▶ AIM OF THE TASK:
Show each line from the records below in which the word "Boulevard" occurs.

▶ TASK MATERIAL:

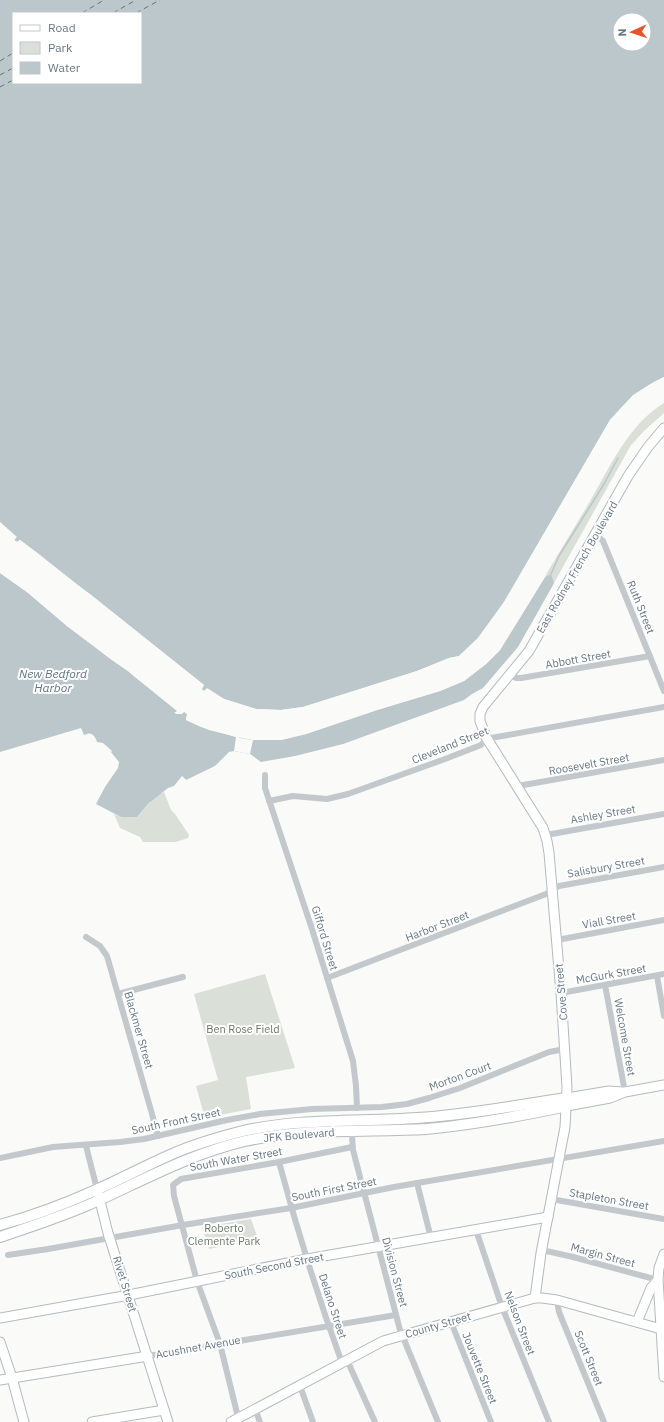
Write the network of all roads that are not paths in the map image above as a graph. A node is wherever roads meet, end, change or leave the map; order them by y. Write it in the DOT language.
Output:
graph roads {
  1 [pos="664,428"];
  2 [pos="596,534"];
  3 [pos="650,656"];
  4 [pos="510,674"];
  5 [pos="664,691"];
  6 [pos="486,703"];
  7 [pos="664,707"];
  8 [pos="487,739"];
  9 [pos="664,760"];
  10 [pos="265,775"];
  11 [pos="518,786"];
  12 [pos="269,801"];
  13 [pos="664,814"];
  14 [pos="546,835"];
  15 [pos="664,867"];
  16 [pos="553,890"];
  17 [pos="664,920"];
  18 [pos="86,937"];
  19 [pos="557,940"];
  20 [pos="664,974"];
  21 [pos="657,976"];
  22 [pos="183,977"];
  23 [pos="327,978"];
  24 [pos="605,985"];
  25 [pos="561,993"];
  26 [pos="118,994"];
  27 [pos="664,1016"];
  28 [pos="565,1049"];
  29 [pos="664,1085"];
  30 [pos="625,1092"];
  31 [pos="567,1102"];
  32 [pos="357,1108"];
  33 [pos="351,1121"];
  34 [pos="351,1132"];
  35 [pos="158,1136"];
  36 [pos="664,1141"];
  37 [pos="86,1145"];
  38 [pos="352,1147"];
  39 [pos="0,1158"];
  40 [pos="559,1159"];
  41 [pos="279,1162"];
  42 [pos="417,1183"];
  43 [pos="98,1194"];
  44 [pos="364,1194"];
  45 [pos="552,1199"];
  46 [pos="291,1208"];
  47 [pos="548,1217"];
  48 [pos="664,1219"];
  49 [pos="183,1225"];
  50 [pos="0,1226"];
  51 [pos="476,1230"];
  52 [pos="0,1237"];
  53 [pos="111,1238"];
  54 [pos="431,1238"];
  55 [pos="378,1247"];
  56 [pos="542,1250"];
  57 [pos="664,1254"];
  58 [pos="8,1255"];
  59 [pos="307,1259"];
  60 [pos="658,1280"];
  61 [pos="197,1281"];
  62 [pos="129,1295"];
  63 [pos="535,1298"];
  64 [pos="557,1300"];
  65 [pos="502,1307"];
  66 [pos="396,1315"];
  67 [pos="0,1318"];
  68 [pos="451,1322"];
  69 [pos="637,1322"];
  70 [pos="328,1326"];
  71 [pos="661,1329"];
  72 [pos="403,1336"];
  73 [pos="0,1342"];
  74 [pos="220,1344"];
  75 [pos="148,1356"];
  76 [pos="345,1362"];
  77 [pos="664,1377"];
  78 [pos="12,1378"];
  79 [pos="0,1380"];
  80 [pos="300,1386"];
  81 [pos="255,1409"];
  82 [pos="164,1410"];
  83 [pos="235,1420"];
  84 [pos="24,1422"];
  85 [pos="92,1422"];
  86 [pos="168,1422"];
  87 [pos="260,1422"];
  88 [pos="313,1422"];
  89 [pos="375,1422"];
  90 [pos="438,1422"];
  91 [pos="491,1422"];
  92 [pos="548,1422"];
  93 [pos="604,1422"];
  1 -- 2 [label="main road, East Rodney French Boulevard"];
  2 -- 3 [label="street, Ruth Street"];
  2 -- 4 [label="main road, East Rodney French Boulevard"];
  3 -- 4 [label="street, Abbott Street"];
  3 -- 5 [label="street, Ruth Street"];
  4 -- 6 [label="main road, East Rodney French Boulevard"];
  6 -- 8 [label="main road, Cove Street"];
  7 -- 8 [label="street, Cleveland Street"];
  8 -- 11 [label="main road, Cove Street"];
  8 -- 12 [label="street, Cleveland Street"];
  9 -- 11 [label="street, Roosevelt Street"];
  10 -- 12 [label="street, Gifford Street"];
  11 -- 14 [label="main road, Cove Street"];
  12 -- 23 [label="street, Gifford Street"];
  13 -- 14 [label="street, Ashley Street"];
  14 -- 16 [label="main road, Cove Street"];
  15 -- 16 [label="street, Salisbury Street"];
  16 -- 19 [label="main road, Cove Street"];
  16 -- 23 [label="street, Harbor Street"];
  17 -- 19 [label="street, Viall Street"];
  18 -- 26 [label="street, Blackmer Street"];
  19 -- 25 [label="main road, Cove Street"];
  20 -- 21 [label="street, McGurk Street"];
  21 -- 24 [label="street, McGurk Street"];
  21 -- 27 [label="street"];
  22 -- 26 [label="street"];
  23 -- 32 [label="street, Gifford Street"];
  24 -- 25 [label="street, McGurk Street"];
  24 -- 30 [label="street, Welcome Street"];
  25 -- 28 [label="main road, Cove Street"];
  26 -- 35 [label="street, Blackmer Street"];
  28 -- 31 [label="main road, Cove Street"];
  28 -- 32 [label="street, Morton Court"];
  29 -- 30 [label="main road"];
  30 -- 31 [label="main road"];
  31 -- 33 [label="main road, JFK Boulevard"];
  31 -- 34 [label="main road, JFK Boulevard"];
  31 -- 40 [label="main road, Cove Street"];
  32 -- 35 [label="street, South Front Street"];
  33 -- 34 [label="street, Division Street"];
  33 -- 43 [label="main road, JFK Boulevard"];
  34 -- 38 [label="street, Division Street"];
  34 -- 43 [label="main road, JFK Boulevard"];
  35 -- 37 [label="street, South Front Street"];
  36 -- 40 [label="street, South First Street"];
  37 -- 39 [label="street, South Front Street"];
  37 -- 43 [label="street, Rivet Street"];
  38 -- 41 [label="street, South Water Street"];
  38 -- 44 [label="street, Division Street"];
  40 -- 42 [label="street, South First Street"];
  40 -- 45 [label="main road, Cove Street"];
  41 -- 46 [label="street, Delano Street"];
  41 -- 49 [label="street, South Water Street"];
  42 -- 44 [label="street, South First Street"];
  42 -- 54 [label="street"];
  43 -- 50 [label="main road, JFK Boulevard"];
  43 -- 52 [label="main road, JFK Boulevard"];
  43 -- 53 [label="main road, Rivet Street"];
  44 -- 46 [label="street, South First Street"];
  44 -- 55 [label="street, Division Street"];
  45 -- 47 [label="main road, Cove Street"];
  45 -- 48 [label="street, Stapleton Street"];
  46 -- 49 [label="street, South First Street"];
  46 -- 59 [label="street, Delano Street"];
  47 -- 51 [label="main road, South Second Street"];
  47 -- 56 [label="main road, Cove Street"];
  49 -- 53 [label="street, South First Street"];
  49 -- 61 [label="street"];
  51 -- 54 [label="main road, South Second Street"];
  51 -- 65 [label="street, Nelson Street"];
  53 -- 58 [label="street, South First Street"];
  53 -- 62 [label="main road, Rivet Street"];
  54 -- 55 [label="main road, South Second Street"];
  55 -- 59 [label="main road, South Second Street"];
  55 -- 66 [label="street, Division Street"];
  56 -- 60 [label="street, Margin Street"];
  56 -- 63 [label="main road, Cove Street"];
  57 -- 60 [label="main road"];
  59 -- 61 [label="main road, South Second Street"];
  59 -- 70 [label="street, Delano Street"];
  60 -- 69 [label="main road"];
  60 -- 71 [label="main road"];
  61 -- 62 [label="main road, South Second Street"];
  61 -- 74 [label="street"];
  62 -- 67 [label="main road, South Second Street"];
  62 -- 75 [label="main road, Rivet Street"];
  63 -- 64 [label="main road, County Street"];
  63 -- 65 [label="main road, County Street"];
  64 -- 69 [label="main road, County Street"];
  64 -- 93 [label="street, Scott Street"];
  65 -- 68 [label="main road, County Street"];
  65 -- 92 [label="street, Nelson Street"];
  66 -- 70 [label="street, Acushnet Avenue"];
  66 -- 72 [label="street, Division Street"];
  68 -- 72 [label="main road, County Street"];
  68 -- 91 [label="street, Jouvette Street"];
  69 -- 71 [label="main road, County Street"];
  70 -- 74 [label="street, Acushnet Avenue"];
  70 -- 76 [label="street, Delano Street"];
  71 -- 77 [label="main road"];
  72 -- 76 [label="main road, County Street"];
  72 -- 90 [label="street, Division Street"];
  73 -- 78 [label="main road"];
  74 -- 75 [label="street, Acushnet Avenue"];
  74 -- 83 [label="street"];
  75 -- 78 [label="main road, Acushnet Avenue"];
  75 -- 82 [label="main road, Rivet Street"];
  76 -- 80 [label="main road, County Street"];
  76 -- 89 [label="street, Delano Street"];
  78 -- 79 [label="main road, Acushnet Avenue"];
  78 -- 84 [label="main road"];
  80 -- 81 [label="main road, County Street"];
  80 -- 88 [label="street"];
  81 -- 83 [label="main road, County Street"];
  81 -- 87 [label="street"];
  82 -- 85 [label="main road"];
  82 -- 86 [label="main road, Rivet Street"];
}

▶ ANSWER BOX:
  1 -- 2 [label="main road, East Rodney French Boulevard"];
  2 -- 4 [label="main road, East Rodney French Boulevard"];
  4 -- 6 [label="main road, East Rodney French Boulevard"];
  31 -- 33 [label="main road, JFK Boulevard"];
  31 -- 34 [label="main road, JFK Boulevard"];
  33 -- 43 [label="main road, JFK Boulevard"];
  34 -- 43 [label="main road, JFK Boulevard"];
  43 -- 50 [label="main road, JFK Boulevard"];
  43 -- 52 [label="main road, JFK Boulevard"];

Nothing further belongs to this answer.